In selling “agile” or “DevOps” as a product, you sell buzzwords (“iterations”, “retrospectives”, “continuous delivery”) that allow people to hold seminars and grant certifications . However, ultimately you are selling something “safe” - something that doesn’t look that much different than your own process. “Don’t worry, you’re doing fine, you just have to learn the buzzwords and hire a few Senior Engineers." As these terms spread out into the mainstream of the industry, they lose their meaning and start to be treated as vague adjectives for "good" or "how things are done" - the ideas behind them becoming useless, almost dead.

It’s strange to me that these movements can be co-opted so easily because I see them as sharing a very controversial message: how software relates to your business is broken. Agile says you cannot effectively develop software by throwing specifications from a “business” team to a “development” team: a software team needs to know about customer value in order to make the right value/effort tradeoffs. DevOps says you cannot effectively run software by throwing an implementation from a “development” team to an “operations” team: to maximize the customer experience (e.g. how the software runs in production), these must be the function of the same team. It is not simply a matter of continuing the existing organizational structure with a few more buzzwords and certifications - to reach its maximum potential, the organization itself needs to be rethought.

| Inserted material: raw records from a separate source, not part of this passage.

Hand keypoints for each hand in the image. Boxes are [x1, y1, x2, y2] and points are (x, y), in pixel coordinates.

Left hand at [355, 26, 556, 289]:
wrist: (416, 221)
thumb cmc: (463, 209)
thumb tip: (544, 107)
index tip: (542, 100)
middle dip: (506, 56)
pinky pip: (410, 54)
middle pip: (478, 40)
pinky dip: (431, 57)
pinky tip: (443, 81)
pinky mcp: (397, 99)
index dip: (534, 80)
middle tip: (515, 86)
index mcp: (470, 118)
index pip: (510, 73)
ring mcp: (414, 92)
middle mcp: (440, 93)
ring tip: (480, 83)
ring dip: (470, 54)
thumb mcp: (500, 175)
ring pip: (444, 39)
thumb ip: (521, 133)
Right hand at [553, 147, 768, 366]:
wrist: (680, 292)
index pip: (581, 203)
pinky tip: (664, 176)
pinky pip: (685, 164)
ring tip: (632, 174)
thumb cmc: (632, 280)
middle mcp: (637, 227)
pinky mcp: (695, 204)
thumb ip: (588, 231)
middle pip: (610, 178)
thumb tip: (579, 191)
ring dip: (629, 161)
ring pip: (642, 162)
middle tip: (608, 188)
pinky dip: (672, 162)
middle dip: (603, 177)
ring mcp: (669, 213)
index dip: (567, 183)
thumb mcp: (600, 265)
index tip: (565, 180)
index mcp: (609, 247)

In college at the University of Illinois I loved “machine problems” (UIUC-speak for ‘programming assignment’). Challenging assignments with a clear set of deliverables. At one point I would have told you that my ideal job was a series of machine problems coming in and work going out. It’s a bit of a scary thought to those of us who have grown up programming but code isn’t enough to build a great product or produce a great user experience. Rather than this being a bad thing, the words “agile” and “DevOps” can point us towards better ways to develop both as organizations and individuals. No matter how watered down these words eventually become, they have this very confrontational core that’s worth remembering.